Il l'abaissa d'un geste vif et les elfes d'Ulthuan partirent d'un grand cri, s'élançant sur l'herbe dans la direction de leurs ennemis jurés. Fierann éperonna sa monture et la lança au triple galop, suivi de près par son unité de Heaumes d'Argent.

Les formes gracieuses de trois grands dragons aux écailles bleutées s'élevèrent du sol. Les princes de Caledor qu'ils portaient sur leur dos levèrent leurs lances ouvragées ; leurs somptueuses armures luisant sous l'astre du jour, ils passèrent loin au dessus des Heaumes d'Argent et de la plaine baignée de lumière. En approchant des lignes adverses, Fierann se choisit un adversaire, un nain impressionnant à la barbe exceptionnellement longue et qui maniait une grande hache couverte de runes. Les nains voyaient approcher leurs adversaires sans que leurs visages résolus ne trahissent la moindre hésitation. Les lances de cavalerie rejoignaient progressivement l'horizontale et les guerriers barbus poussèrent en signe de défi leurs cris de guerre gutturaux.

Les Heaumes d'Argent vinrent percuter avec brutalité la formation serrée des nains, les fers des lances traversant les armures et leurs destriers se cabrant pour frapper du sabot. Fierann, qui n'avait pas quitté son adversaire des yeux, abattit sur lui sa lame étincelante. Le nain leva sa hache ornementée devant lui et les deux armes se rencontrèrent au milieu d'une auréole de lumière et d'étincelles. Laissant la colère le submerger, Fierann frappa encore et encore. A peine en mesure de suivre des yeux les mouvements du général elfe, son ennemi n'en parvint cependant pas moins à détourner la plupart de ses attaques, et celles qui passèrent au travers de sa garde ne firent que percuter son armure avec fracas en laissant par endroits leur empreinte fumante.

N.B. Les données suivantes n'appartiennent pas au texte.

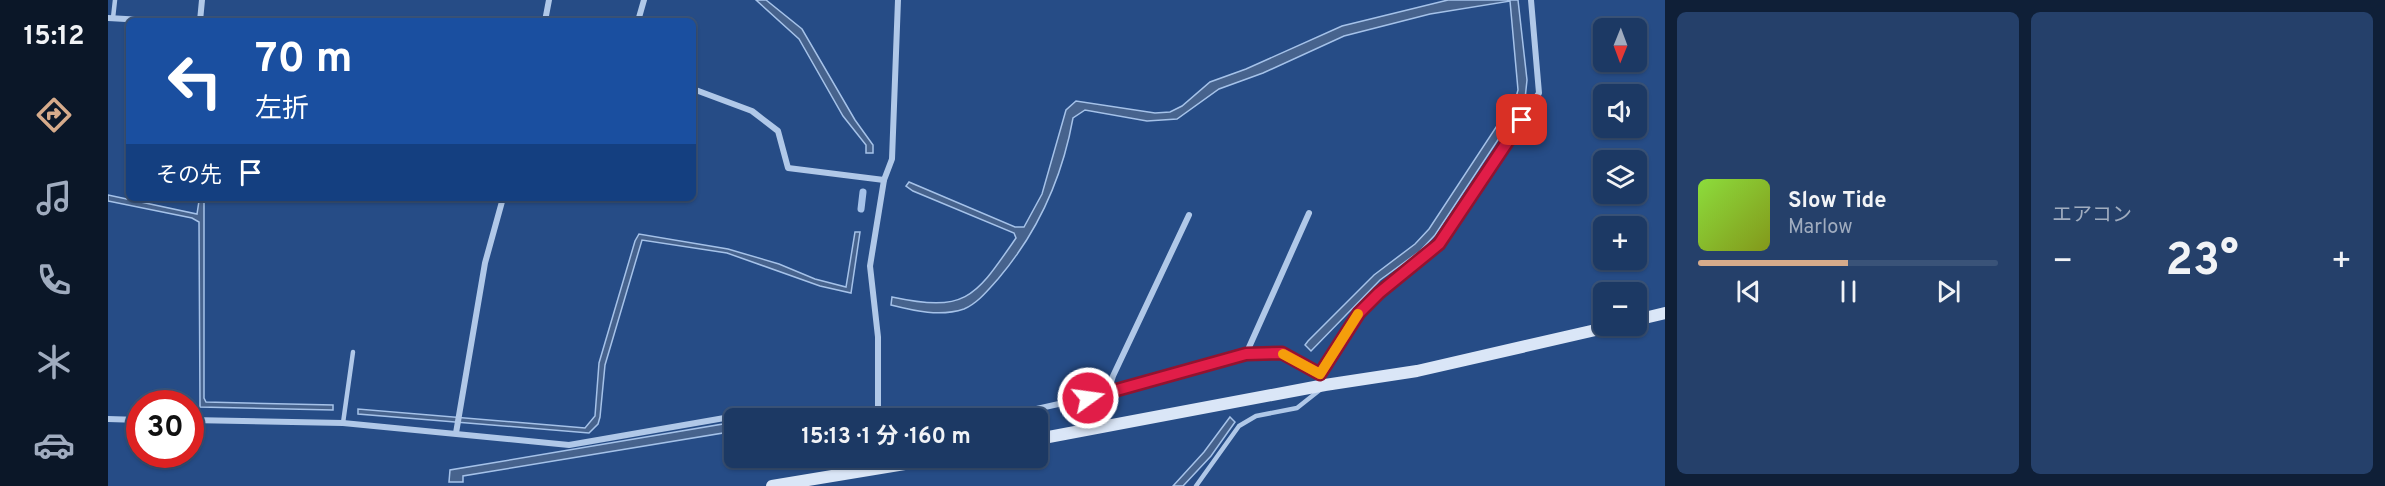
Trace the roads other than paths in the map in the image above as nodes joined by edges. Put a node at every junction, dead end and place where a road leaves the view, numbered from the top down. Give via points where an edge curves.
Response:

Une haine meurtrière était clouée sur le visage des combattants elfes et nains. Ces derniers levaient d'un air résolu leurs marteaux et leurs haches pour les faire retomber sur les montures des Heaumes d'Argent et tirer leurs cavaliers à bas de leurs selles. Les elfes se battaient avec plus de finesse, leurs épées élégantes traçant dans l'air des chorégraphies compliquées. Des explosions d'énergie magique fauchaient des rangs entiers de nains et les projetaient en l'air comme des pantins désarticulés. Fierann sourit. C'était l'oeuvre de son frère Danalon, celui-ci avait montré un véritable talent pour la magie dès leur plus jeune âge.

Feintant vers la gauche, Fierann détourna son coup en plein vol pour viser la peau à nu du cou de son ennemi. La satisfaction se mit à brûler au fond de ses yeux d'un bleu glacial lorsque sa lame trancha chair, tendons et os.

L'odeur répugnante de la chair calcinée monta dans l'air alors que des étincelles parcouraient le corps sans vie du nain proprement décapité.

Un rugissement fit souffrir l'ouïe fine de Fierann. L'un des dragons avait touché terre au beau milieu de la bataille, sur la lance du Prince Dragon était empalé un nain qui hurlait sa douleur d'être ainsi soulevé du sol et se débattait en glissant lentement le long de la hampe. Le monstre laboura de ses immenses griffes l'armée ennemie avant que sa colère ne retentisse de nouveau. Le Commandeur leva son épée pour saluer le chevalier sur son dragon avant de se tourner vers l'âpre bataille avec un sourire froid. 

En ce jour, l'honneur des elfes serait restauré.